Bei den Politikern stand vor allem ein verkehrspolitisches Thema im Mittelpunkt: Sowohl die westfälischen als auch die niedersächsischen Abgeordneten sicherten sich gegenseitig Unterstützung zu, um die Bahnstrecken der Region zu verbessern. Zum einen betrifft das die Strecke von Amsterdam über Osnabrück nach Berlin, die durch beide Bundesländer führt und vor allem durch einige Langsamfahrstrecken beeinträchtigt wird.

Die Strecke wird zum Fahrplanwechsel im Dezember aufgewertet mit einem durchgängigen Zwei-Stundentakt. Die Züge, die derzeit am Nachmittag in Osnabrück weiter nach Münster fahren, werden zukünftig über Bad Bentheim laufen, freut sich Reinhold Hilbers. Das wird auch von den Kolleginnen und Kollegen aus dem Münsterland mitgetragen.

 Zum anderen ist auch die Nord-Süd-Strecke von Hamburg über Münster nach Düsseldorf eine bedeutsame Wirtschaftsachse, die zwischen Münster und Dortmund allerdings nur eingleisig verläuft. Unter den Landespolitikern herrschte Einigkeit, dass beide Strecken im Auge behalten und gegenseitig unterstützt werden müssten. Vor allem die Zweigleisigkeit zwischen Münster und Dortmund ist für die westfälischen Politiker ein nachdrücklich zu verfolgendes Ziel, dessen Bedeutsamkeit die niedersächsischen Kollegen erkannten.

Außerdem diskutierten die Abgeordneten bei ihrem Arbeitstreffen über Gewerbeansiedlungen entlang von Autobahnen, die mögliche Schaffung neuer Fachhochschulplätze im Münsterland sowie das arbeitsmarktpolitische Modell der Optionskommunen.

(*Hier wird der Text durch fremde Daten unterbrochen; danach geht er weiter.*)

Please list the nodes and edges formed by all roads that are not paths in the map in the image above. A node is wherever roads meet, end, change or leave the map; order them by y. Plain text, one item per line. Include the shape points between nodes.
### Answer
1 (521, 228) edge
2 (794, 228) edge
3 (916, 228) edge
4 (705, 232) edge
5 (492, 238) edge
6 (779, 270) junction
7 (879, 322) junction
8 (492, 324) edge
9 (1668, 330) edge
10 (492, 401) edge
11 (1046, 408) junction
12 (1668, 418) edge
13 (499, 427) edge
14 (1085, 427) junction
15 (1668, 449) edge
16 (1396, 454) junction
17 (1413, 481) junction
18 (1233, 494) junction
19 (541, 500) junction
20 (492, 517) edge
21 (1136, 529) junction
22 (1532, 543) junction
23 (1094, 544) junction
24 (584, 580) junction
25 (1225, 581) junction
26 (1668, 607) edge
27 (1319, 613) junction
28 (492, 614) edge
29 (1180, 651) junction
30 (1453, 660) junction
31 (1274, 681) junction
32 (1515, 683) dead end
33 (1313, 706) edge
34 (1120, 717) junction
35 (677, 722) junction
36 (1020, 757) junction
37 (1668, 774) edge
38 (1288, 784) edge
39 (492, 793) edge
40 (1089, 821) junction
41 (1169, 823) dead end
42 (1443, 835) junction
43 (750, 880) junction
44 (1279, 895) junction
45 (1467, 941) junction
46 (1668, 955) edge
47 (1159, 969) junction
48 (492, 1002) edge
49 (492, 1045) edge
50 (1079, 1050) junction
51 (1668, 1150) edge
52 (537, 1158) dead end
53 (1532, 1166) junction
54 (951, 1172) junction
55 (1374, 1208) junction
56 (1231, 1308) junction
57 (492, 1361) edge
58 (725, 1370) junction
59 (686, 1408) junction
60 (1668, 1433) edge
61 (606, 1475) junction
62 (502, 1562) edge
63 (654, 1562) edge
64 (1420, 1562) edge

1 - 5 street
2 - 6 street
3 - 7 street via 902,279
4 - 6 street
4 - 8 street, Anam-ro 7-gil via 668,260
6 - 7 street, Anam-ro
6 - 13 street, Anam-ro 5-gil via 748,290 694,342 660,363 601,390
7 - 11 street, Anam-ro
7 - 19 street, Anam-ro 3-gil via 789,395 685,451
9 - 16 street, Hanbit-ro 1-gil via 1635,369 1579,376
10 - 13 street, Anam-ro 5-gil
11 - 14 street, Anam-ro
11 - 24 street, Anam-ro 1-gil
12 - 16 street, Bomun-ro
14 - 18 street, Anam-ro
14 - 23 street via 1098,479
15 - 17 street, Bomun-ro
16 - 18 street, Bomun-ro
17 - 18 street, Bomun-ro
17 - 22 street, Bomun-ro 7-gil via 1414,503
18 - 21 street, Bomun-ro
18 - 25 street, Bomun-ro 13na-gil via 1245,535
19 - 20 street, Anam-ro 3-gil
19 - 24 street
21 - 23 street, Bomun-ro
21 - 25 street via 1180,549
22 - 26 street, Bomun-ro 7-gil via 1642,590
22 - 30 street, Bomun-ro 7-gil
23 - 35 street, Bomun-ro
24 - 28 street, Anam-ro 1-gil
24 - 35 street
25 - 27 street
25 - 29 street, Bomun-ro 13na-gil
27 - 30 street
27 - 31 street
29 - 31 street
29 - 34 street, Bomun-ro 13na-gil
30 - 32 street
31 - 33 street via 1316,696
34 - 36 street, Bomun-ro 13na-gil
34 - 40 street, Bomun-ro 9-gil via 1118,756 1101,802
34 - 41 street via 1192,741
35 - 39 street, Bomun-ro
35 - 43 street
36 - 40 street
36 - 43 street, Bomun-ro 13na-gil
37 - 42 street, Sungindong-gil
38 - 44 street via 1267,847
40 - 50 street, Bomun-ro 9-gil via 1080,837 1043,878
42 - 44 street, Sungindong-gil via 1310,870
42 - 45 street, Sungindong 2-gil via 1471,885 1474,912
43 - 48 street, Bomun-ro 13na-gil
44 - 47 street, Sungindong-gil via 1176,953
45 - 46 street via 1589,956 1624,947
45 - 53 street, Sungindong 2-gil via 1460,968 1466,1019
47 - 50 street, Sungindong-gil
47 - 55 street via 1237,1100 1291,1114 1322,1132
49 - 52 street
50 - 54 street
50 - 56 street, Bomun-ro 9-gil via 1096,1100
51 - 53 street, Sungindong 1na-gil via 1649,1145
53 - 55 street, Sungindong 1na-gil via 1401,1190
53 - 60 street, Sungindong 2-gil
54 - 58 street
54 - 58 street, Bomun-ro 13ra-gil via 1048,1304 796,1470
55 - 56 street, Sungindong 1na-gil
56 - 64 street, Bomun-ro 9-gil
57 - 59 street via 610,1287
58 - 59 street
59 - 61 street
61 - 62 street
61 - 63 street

Einig war man sich auch, die Entwicklung in den Städten nicht durch großflächige Fabrikverkaufsanlage an den Autobahnen zu gefährden. Die Vertreter aus dem Münsterland sicherten den Niedersachsen zu, dass es auch beim FOC in Ochtrup keine Kompromisse gebe und die Ansiedlung verhindert werden soll.

 "Es war eine sehr konstruktive und ergebnisorientierte Runde", bilanzieren die Abgeordneten. "Wir bleiben grenzübergreifend in Kontakt."